Грязь залепила представителю власти глаза и рот, так что он не смог даже членораздельно отматерить нищую. Он стоял, качая головой и пытаясь оттереть лицо, и что-то мычал. Прежде, чем Андрей успел усмехнуться комичному драматизму этой сцены, полицейские бросились мутузить Сибирь Ивановну. Англы заступились за свою товарку. Завязалась потасовка, в которой и невинные люди, просто стоявшие рядом, запросто могли получить удар резиновой дубинкой или выстрел усыпляющей пулей.
Это было слишком пошло и скучно, чтобы понравиться Рублёву. Андрей медленно отошёл в сторону. Брезгливо сплюнул в раскисшую под ногами грязь. Процедил сквозь зубы:
– Нет, эта игра мне не нравится...
Но уйти незаметно у наследника престола не получилось. Внезапный удар резиновой дубинкой по затылку оглушил его. Тело Рублёва, как мешок, безвольно упало на землю. Руки полицейских схватили его за шиворот и поволокли. "Этот тоже англ, - шептали они.
– Или лазутчик. Одет хорошо, за всем выглядывает. Небось, атлантисты его к нам заслали, узнать о нас всё... Иначе зачем бы нам приказали его хватать? Он человек опасный, дело ясное"...
ПРИПАДОК ЗДРАВОМЫСЛИЯ
Долгое время Андрей лежал без движения, уткнувшись лицом во что-то мягкое и тёплое. Сквозь забытьё он ощущал только головную боль - сначала еле заметную,
Вокруг него было темно. Под ногами лежал ворох соломы. На ощупь Андрей определил, что находится в круглой каменной камере. Тишина и темнота стояли вокруг, как пуленепробиваемые стены. Рядом не было никого, с кем можно было бы поговорить, раскрыть душу... Мрак, тишина, холод.
В голове роились мысли: как это произошло? Он вроде в тюрьме... Какие враги могли добиваться этого? Вроде у него и врагов-то и не было...
Может, дело в наследстве? В том Живом Золоте, которое ему должно было достаться?
Кто-то из верхов решил наследство у него отобрать?
Но кто?...
Или он испытания не вынес?

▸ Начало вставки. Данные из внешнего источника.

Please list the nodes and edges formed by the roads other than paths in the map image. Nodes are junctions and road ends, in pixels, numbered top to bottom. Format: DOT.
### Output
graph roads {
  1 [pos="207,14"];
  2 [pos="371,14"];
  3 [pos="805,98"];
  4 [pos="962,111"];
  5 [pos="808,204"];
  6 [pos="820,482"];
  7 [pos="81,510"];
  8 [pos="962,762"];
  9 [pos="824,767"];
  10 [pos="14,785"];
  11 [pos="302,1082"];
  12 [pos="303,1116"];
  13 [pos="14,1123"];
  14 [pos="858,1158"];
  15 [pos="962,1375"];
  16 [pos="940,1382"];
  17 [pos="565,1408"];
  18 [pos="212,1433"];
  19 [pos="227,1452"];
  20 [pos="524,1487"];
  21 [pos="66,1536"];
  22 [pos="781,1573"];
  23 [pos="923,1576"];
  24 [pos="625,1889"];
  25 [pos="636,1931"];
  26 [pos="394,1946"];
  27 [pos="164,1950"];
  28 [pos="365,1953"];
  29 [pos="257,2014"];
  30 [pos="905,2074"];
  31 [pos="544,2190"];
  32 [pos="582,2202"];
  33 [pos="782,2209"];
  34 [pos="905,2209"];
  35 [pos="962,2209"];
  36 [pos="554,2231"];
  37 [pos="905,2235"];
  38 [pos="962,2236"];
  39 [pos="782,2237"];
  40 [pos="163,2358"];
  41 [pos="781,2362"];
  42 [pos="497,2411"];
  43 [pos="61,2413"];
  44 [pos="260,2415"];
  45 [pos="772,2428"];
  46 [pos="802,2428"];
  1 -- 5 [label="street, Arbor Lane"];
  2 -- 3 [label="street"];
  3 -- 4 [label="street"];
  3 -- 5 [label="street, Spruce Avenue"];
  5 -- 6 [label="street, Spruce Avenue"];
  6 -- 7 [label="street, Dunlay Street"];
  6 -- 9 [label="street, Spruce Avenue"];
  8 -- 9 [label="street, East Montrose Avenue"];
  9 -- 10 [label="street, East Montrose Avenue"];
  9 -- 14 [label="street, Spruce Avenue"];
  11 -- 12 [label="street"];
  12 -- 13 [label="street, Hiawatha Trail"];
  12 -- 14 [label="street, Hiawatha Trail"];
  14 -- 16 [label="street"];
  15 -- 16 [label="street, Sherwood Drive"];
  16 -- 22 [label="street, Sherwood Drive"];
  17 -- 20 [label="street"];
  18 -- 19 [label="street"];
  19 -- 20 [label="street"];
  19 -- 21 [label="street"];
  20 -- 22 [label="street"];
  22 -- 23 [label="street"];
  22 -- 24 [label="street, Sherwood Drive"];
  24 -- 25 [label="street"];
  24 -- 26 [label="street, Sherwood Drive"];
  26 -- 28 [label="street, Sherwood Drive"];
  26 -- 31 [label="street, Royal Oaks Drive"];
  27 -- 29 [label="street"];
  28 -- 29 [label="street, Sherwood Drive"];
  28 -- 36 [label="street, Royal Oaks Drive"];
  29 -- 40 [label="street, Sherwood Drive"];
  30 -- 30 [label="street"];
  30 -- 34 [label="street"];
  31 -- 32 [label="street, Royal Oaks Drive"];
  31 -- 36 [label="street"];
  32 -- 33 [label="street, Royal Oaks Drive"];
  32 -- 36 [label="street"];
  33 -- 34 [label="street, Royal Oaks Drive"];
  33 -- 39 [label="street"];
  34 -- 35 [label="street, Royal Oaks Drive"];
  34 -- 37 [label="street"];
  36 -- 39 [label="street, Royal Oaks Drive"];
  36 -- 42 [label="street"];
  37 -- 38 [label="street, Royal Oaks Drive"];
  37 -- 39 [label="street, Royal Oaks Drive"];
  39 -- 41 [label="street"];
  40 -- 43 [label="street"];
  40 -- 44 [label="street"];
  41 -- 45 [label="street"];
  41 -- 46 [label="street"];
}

Три испытания: любовью, свободой и славой... "Если вы их не выдержите, вы умрёте", - прошелестел в памяти быстрый голос Галяндаева...
Ах ты, карлик проклятый! Так бы твои волосёнки жёлтые и выдрал, попадись мне только!
Но что теперь делать?...
Андрей попытался пошевелиться - но нет, в яйцеобразной камере нельзя было ни стоять, ни лежать, - только сидеть, согнувшись, на соломе. Несколько часов Рублёв сидел, почти не меняя позы, ворочая в голове одни и те же мысли. Без конца, без конца... Затем усталость взяла своё. Андрей опустил голову на руки и захрапел.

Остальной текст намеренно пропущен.